It’s gotten so bad in the oil world that investment banks are practically falling over themselves to predict just how low crude will go.
Oil prices crashed below $30 a barrel on Tuesday for the first time since December 2003. It’s also a stunning 72% plunge from levels just 18 months ago.
Few Wall Street firms saw the oil glut that has caused prices to collapse coming. Goldman Sachs infamously predicted in 2008 that an oil shortage would cause the commodity to skyrocket to $200 a barrel.
But doom-and-gloom is all the rage now — and price estimates keep falling.
Just this week Morgan Stanley warned that the super-strong U.S. dollar could drive crude oil to $20 a barrel. Not to be outdone, Royal Bank of Scotland said $16 is on the horizon, comparing the current market mood to the days before the implosion of Lehman Brothers in 2008.

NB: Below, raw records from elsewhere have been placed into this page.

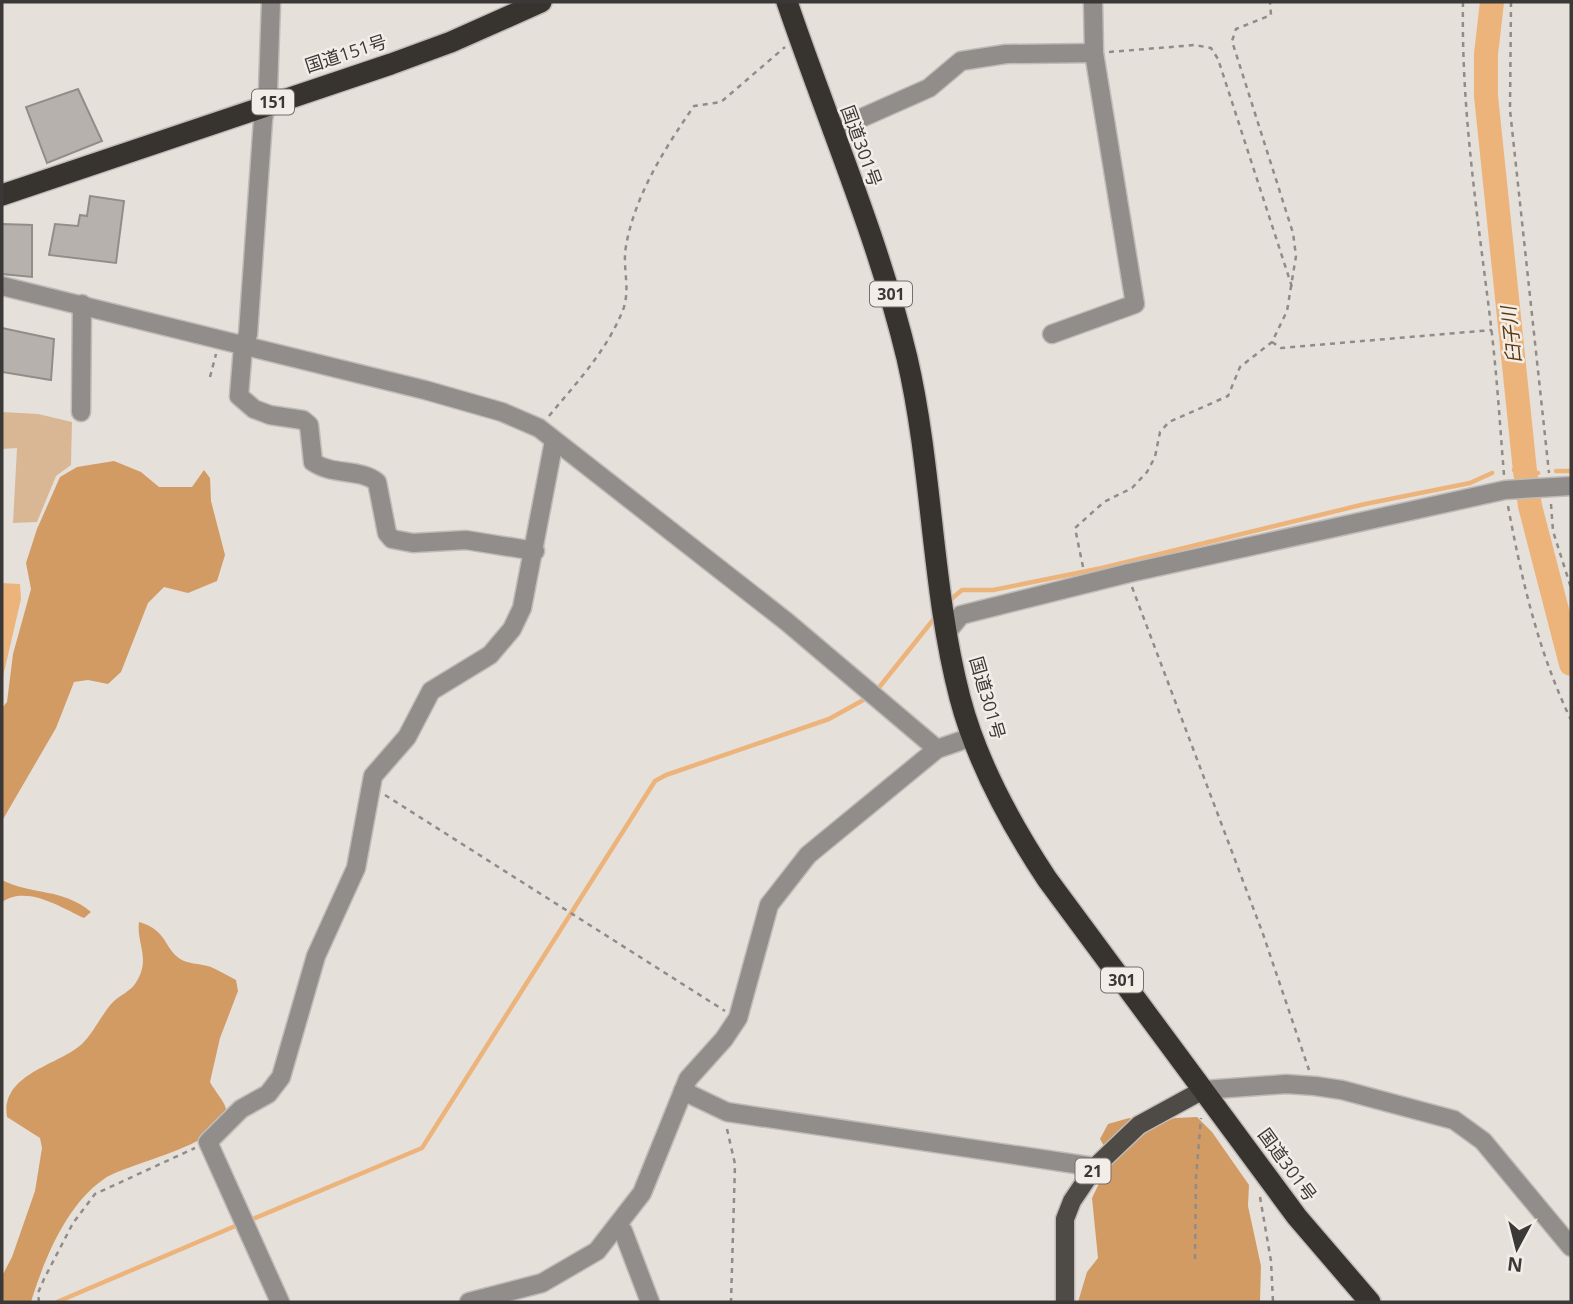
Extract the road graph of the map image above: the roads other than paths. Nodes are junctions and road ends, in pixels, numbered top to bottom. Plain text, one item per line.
1 (271, 2) edge
2 (541, 2) edge
3 (787, 2) edge
4 (1093, 2) edge
5 (1094, 53) junction
6 (265, 105) junction
7 (832, 131) junction
8 (2, 195) edge
9 (2, 286) edge
10 (82, 304) junction
11 (1052, 334) dead end
12 (243, 347) junction
13 (81, 412) dead end
14 (554, 441) junction
15 (1571, 486) edge
16 (535, 551) junction
17 (944, 617) junction
18 (972, 737) junction
19 (937, 749) junction
20 (1203, 1090) junction
21 (683, 1091) junction
22 (1095, 1167) junction
23 (619, 1227) junction
24 (1571, 1247) edge
25 (280, 1302) edge
26 (469, 1302) edge
27 (650, 1302) edge
28 (1065, 1302) edge
29 (1370, 1302) edge

1 - 6 street
2 - 6 highway, 国道151号 / 151
3 - 7 highway, 国道301号 / 301
4 - 5 street
5 - 7 street
5 - 11 street
6 - 8 highway, 国道151号 / 151
6 - 12 street
7 - 17 highway, 国道301号 / 301
9 - 10 street
10 - 12 street
10 - 13 street
12 - 14 street
12 - 16 street
14 - 16 street
14 - 19 street
15 - 17 street
16 - 25 street
17 - 18 highway, 国道301号 / 301
18 - 19 street
18 - 20 highway, 国道301号 / 301
19 - 21 street
20 - 22 main road, 21
20 - 24 street
20 - 29 highway, 国道301号 / 301
21 - 22 street
21 - 23 street
22 - 28 main road, 21
23 - 26 street
23 - 27 street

Standard Chartered doesn’t think those dire predictions are dark enough. The British bank said in a new research report that oil prices could collapse to as low as $10 a barrel — a level unseen since November 2001.
To put that in context, average U.S. gas prices slipped to $1.12 a gallon back then. American drivers are already cheering a steep decline in gas prices below $2 a gallon in recent weeks.
A “floor” in oil prices can only be put in once the “entire market” agrees prices have “undershot too far,” Standard Chartered said. “That is likely to be a very low price,” the firm said.
Standard Chartered stressed that it believes the depressed prices are supported by overly negative market sentiment, not fundamentals. Crude is already cheap enough to balance the market in 2016 by causing a decline in non-OPEC supply from the U.S. and elsewhere, the firm said.
“Prices are being moved almost entirely by financial flows,” Standard Chartered wrote.
Still, oil prices have little to fall back on these days. Not only is there an oversupply problem, but fears are rising that China’s economy is slowing down more than feared. That means the country’s once-insatiable energy appetite will drop.
Even geopolitical flare-ups, once a guarantee to boost oil prices, aren’t exciting the energy market. The recent tensions between Saudi Arabia and Iran only seemed to reinforce the idea that OPEC is far too much turmoil to agree on an output cut that would stabilize prices.
“The sources of short-term support are fairly limited,” Standard Chartered wrote.
Despite all the doom and gloom, most observers think oil will be on the rise soon enough.
The consensus call is for oil prices to rise to $50 a barrel by July. In fact, Standard Chartered is more bullish, predicting a jump to nearly $65 by then.